Lo “Statuto speciale della Sardegna” (proprio in quanto Statuto e a differenza della Costituzione) è composto di due parti:
a) una parte ‘esterna’,
di ‘delimitazione’ fondamentale della autonomia e che consiste nella
divisione di materie e di compiti, di risorse e di poteri tra lo Stato
italiano e la Regione sarda;
b) una parte ‘interna’,
di ‘esercizio’ primo e altrettanto fondamentale di tale autonomia e che
consiste nella definizione della “forma di governo” della Regione. La
“Costituzione”, infatti, è stata concepita durante il Settecento nel
corso della Rivoluzione francese e della Indipendenza americana,
‘soltanto’ come “documento contenente la forma di governo” (così,
esemplarmente, A. Guzmán Brito) ovverosia: come documento che indica il
Sovrano e la sua forma di governo.
Le ragioni per le quali la ovvietà
della composizione binaria dello Statuto appare dimenticata sono varie e
vengono da lontano ma questa obliterazione ha avuto una accelerazione
decisiva in occasione del processo riformatore regionale sardo ultimo e
in corso. Mentre, all’origine della Repubblica Italiana, lo Statuto regionale
era interamente materia costituzionale e, quindi, interamente
competenza del legislatore nazionale (restando al legislatore regionale
il potere di proposta) con la riforma costituzionale del 2001, la sua
parte ‘interna’ è stata ‘de-costituzionalizzata’ e rimessa alla
competenza esclusiva del Legislatore regionale (con il solo limite della
necessità per la sua approvazione della maggioranza assoluta dei membri
del Consiglio regionale).
A questa novità ragionevole, che divide
la competenza e sdoppia l’iter formali di scrittura dello Statuto, è
stata fatta seguire una terminologia per cui è stata chiamata “Statuto”
soltanto la sua parte esterna, mentre la sua parte interna viene chiamata non più “Statuto” ma “Legge statutaria”.
Tale
terminologia è, invece, gravemente scorretta perché alimenta la idea
gravemente erronea, che lo Statuto sia esclusivamente ciò che in realtà
ne è soltanto una sua parte: la parte esterna, di divisione di materie e
poteri tra Stato e Regione.
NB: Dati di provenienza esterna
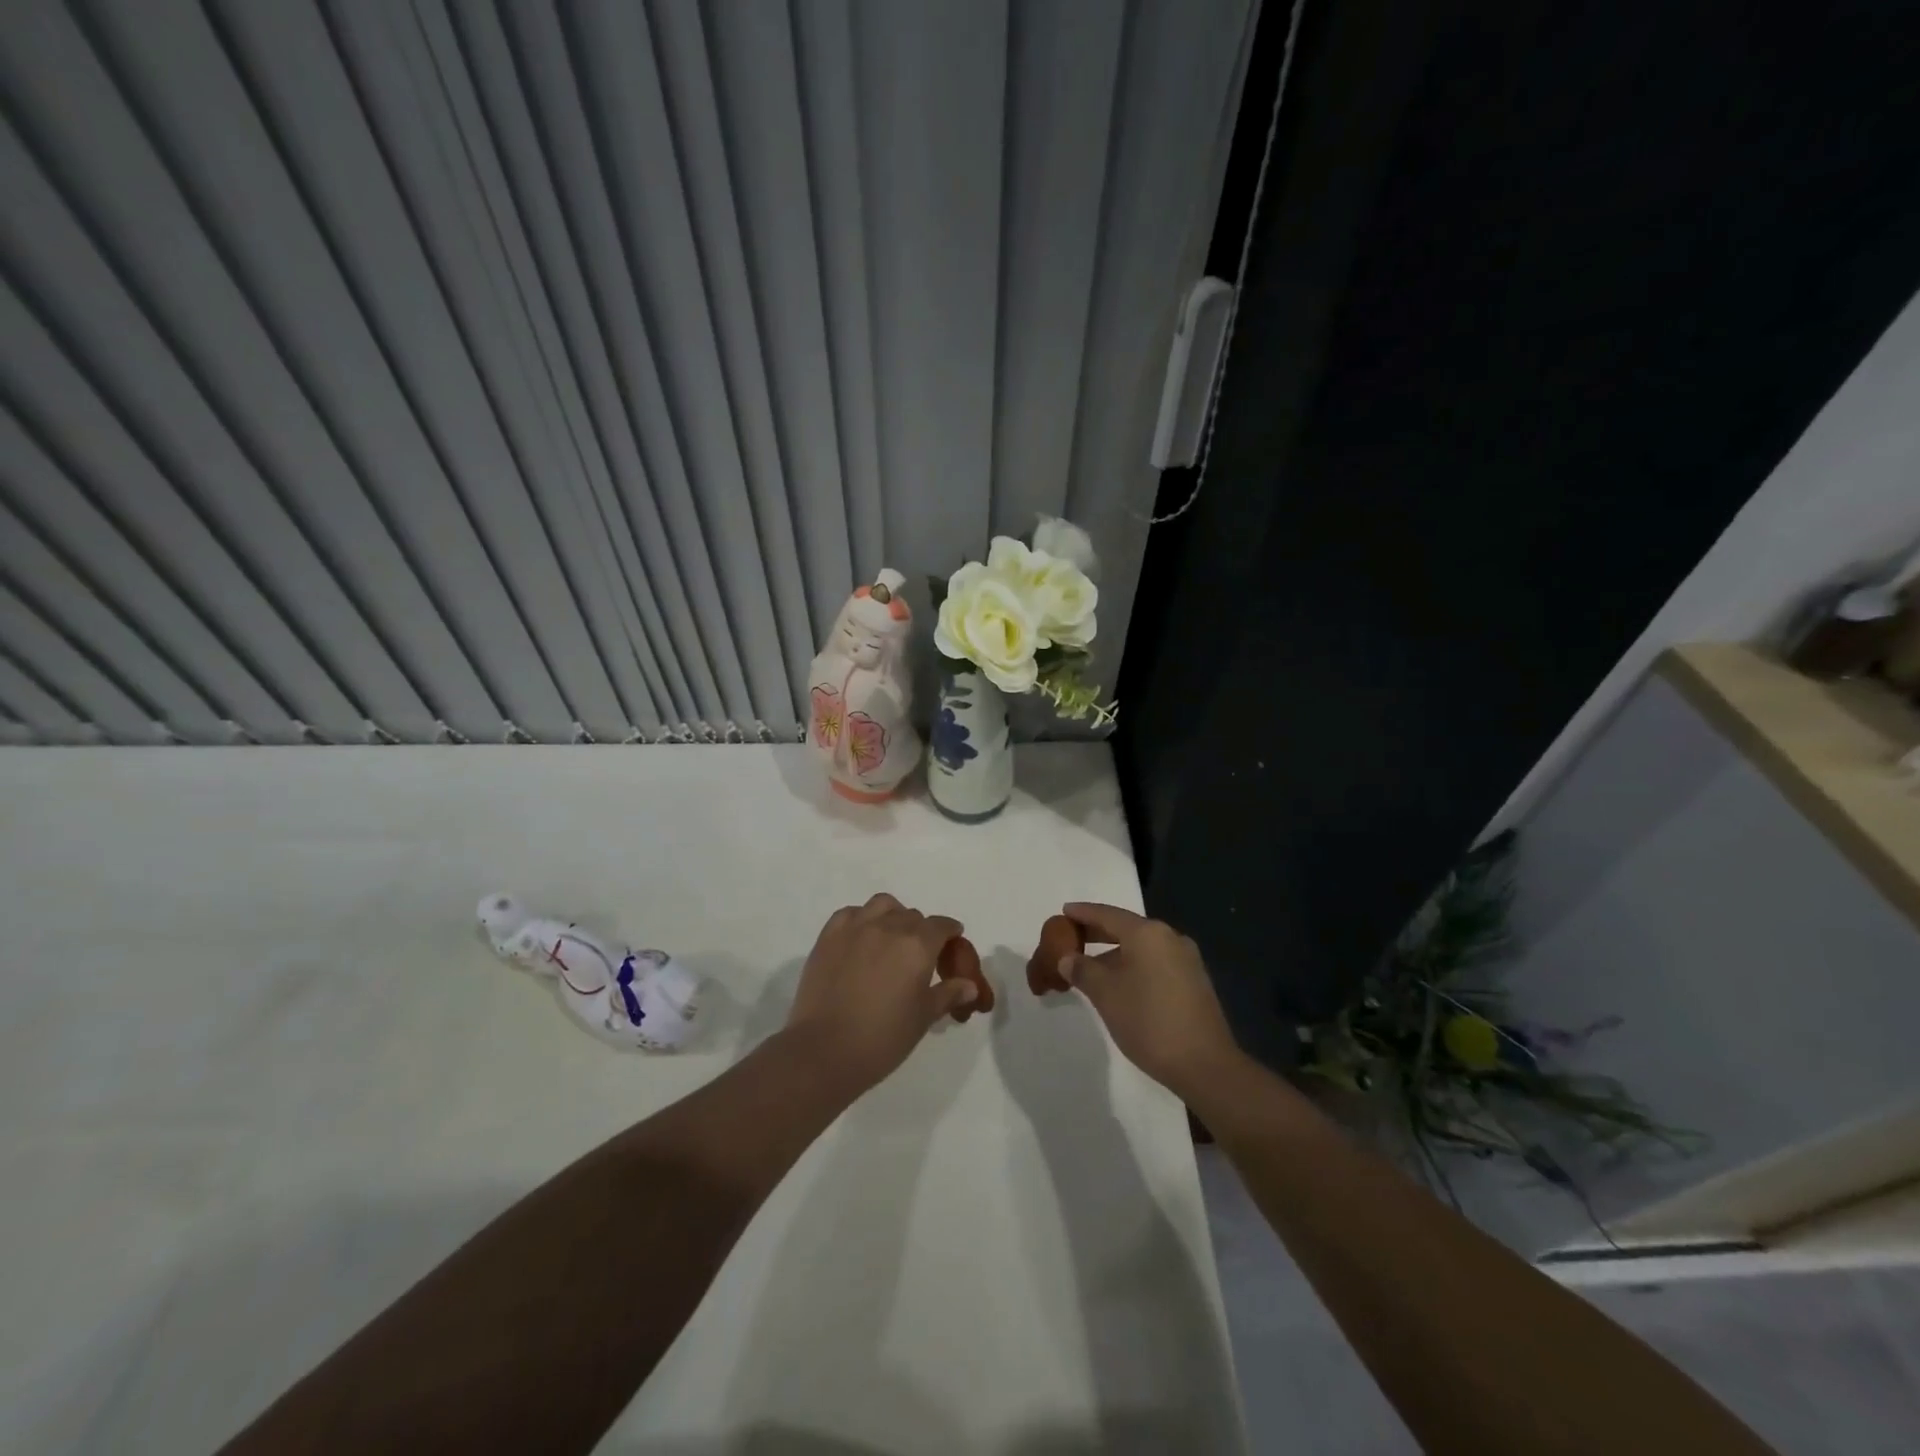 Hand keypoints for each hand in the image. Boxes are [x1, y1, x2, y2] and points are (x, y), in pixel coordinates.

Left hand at [784, 893, 978, 1092]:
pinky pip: (851, 913)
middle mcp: (889, 927)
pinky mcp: (829, 936)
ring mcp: (856, 928)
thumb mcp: (923, 1018)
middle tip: (919, 956)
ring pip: (883, 905)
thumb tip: (969, 985)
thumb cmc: (883, 1038)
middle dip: (922, 931)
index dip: (950, 933)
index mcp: (918, 945)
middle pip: (913, 916)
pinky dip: (861, 919)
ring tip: (890, 939)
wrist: (824, 1050)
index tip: (952, 943)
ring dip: (893, 916)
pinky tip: (861, 939)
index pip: (942, 926)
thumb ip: (948, 994)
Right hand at [1057, 903, 1239, 1101]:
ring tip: (1090, 966)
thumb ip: (1082, 970)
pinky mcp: (1194, 982)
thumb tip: (1067, 958)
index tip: (1063, 912)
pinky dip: (1133, 965)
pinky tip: (1119, 984)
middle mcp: (1169, 938)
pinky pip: (1155, 963)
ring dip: (1115, 953)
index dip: (1082, 913)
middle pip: (1126, 928)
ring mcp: (1186, 960)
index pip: (1107, 914)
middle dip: (1097, 933)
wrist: (1205, 1065)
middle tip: (1071, 938)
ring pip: (1141, 948)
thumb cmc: (1148, 1021)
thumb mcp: (1105, 994)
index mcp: (1148, 933)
Ma lo scopo o quanto meno il risultato vero
di tale terminologia e della idea connessa consiste nel far perdere di
vista e letteralmente dimenticare la parte interna dello Statuto: la parte cioè di definizione della “forma di governo” regionale. E’, dunque, esigenza primaria non farci confondere dalla terminologia e ricordare, invece, che lo Statuto è un tutto unico:
composto di due parti tra loro non soltanto complementari (come ad
esempio nel corpo umano, la testa e un piede) ma anche entrambe
essenziali (come per restare nello stesso esempio le due metà del
cervello).Infatti, che ne faremmo noi cittadini Sardi della assegnazione
di molti poteri da parte dello Stato alla Regione se, però, questi
poteri si concentrano totalmente e assolutamente nelle mani e nella discrezionalità di un gruppetto di uomini o addirittura di un uomo solo?
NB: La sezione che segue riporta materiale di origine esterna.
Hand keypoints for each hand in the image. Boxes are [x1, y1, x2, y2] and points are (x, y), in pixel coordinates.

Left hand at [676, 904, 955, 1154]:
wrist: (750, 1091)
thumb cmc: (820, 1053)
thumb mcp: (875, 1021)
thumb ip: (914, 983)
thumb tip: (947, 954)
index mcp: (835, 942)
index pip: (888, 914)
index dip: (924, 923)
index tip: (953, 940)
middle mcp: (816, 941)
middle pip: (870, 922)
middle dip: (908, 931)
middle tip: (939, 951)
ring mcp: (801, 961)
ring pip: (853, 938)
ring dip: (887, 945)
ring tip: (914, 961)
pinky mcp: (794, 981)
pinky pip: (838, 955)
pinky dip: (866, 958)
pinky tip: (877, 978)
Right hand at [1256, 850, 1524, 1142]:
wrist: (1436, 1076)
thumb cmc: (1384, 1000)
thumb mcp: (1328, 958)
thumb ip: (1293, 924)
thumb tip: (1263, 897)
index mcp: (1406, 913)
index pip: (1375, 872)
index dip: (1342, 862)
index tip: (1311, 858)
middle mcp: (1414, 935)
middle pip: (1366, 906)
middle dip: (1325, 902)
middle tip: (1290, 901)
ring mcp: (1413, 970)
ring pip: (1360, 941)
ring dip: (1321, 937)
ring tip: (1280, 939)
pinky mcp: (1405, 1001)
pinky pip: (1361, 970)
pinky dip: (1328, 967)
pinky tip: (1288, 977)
Il padre della democrazia contemporanea, Jean-Jacques Rousseau, osservava con “meraviglia” la “stupidità del popolo inglese”, il quale, essendo perfettamente libero da poteri esterni, consegnava interamente la propria libertà nelle mani di un governo accentratore e “onnipotente” (William Blackstone) che ne faceva il proprio servo.
Ma
vi è di più: con un paradosso soltanto apparente, possiamo e dobbiamo
dire che la parte interna dello Statuto addirittura precede la sua parte
esterna: precisamente per la logica (purtroppo non ancora intesa o,
comunque, non ancora accettata) della autonomia.Tale ‘precedenza’ della
forma di governo regionale rispetto al rapporto Regione-Stato può essere
verificata facilmente sia sul piano sostanziale sia sul piano
procedurale.Sul piano sostanziale basta considerare che siamo o dovremmo
essere oramai passati, con l’autonomia appunto, dal vecchio ordine discendente (Stato, Regioni, Province, Comuni) al nuovo ordine ascendente dei meccanismi istituzionali (art. 114 Cost. riformata: Comuni, Province, Regioni, Stato).
Sul
piano procedurale, basta considerare che non può assolutamente essere
né credibile né efficace la mera ‘proposta/rivendicazione’di potere
democratico nella redazione della parte esterna dello Statuto, nei
confronti e contro l’accentramento statale, se non avremo dimostrato
previamente la possibilità oggettiva e le capacità e volontà soggettive
di realizzare tale democrazia laddove disponiamo del potere decisionale
pieno: nella redazione della parte interna dello Statuto, nei confronti e
contro l’accentramento regionale (il quale, notoriamente non è affatto ‘meno peggio’ di quello statale).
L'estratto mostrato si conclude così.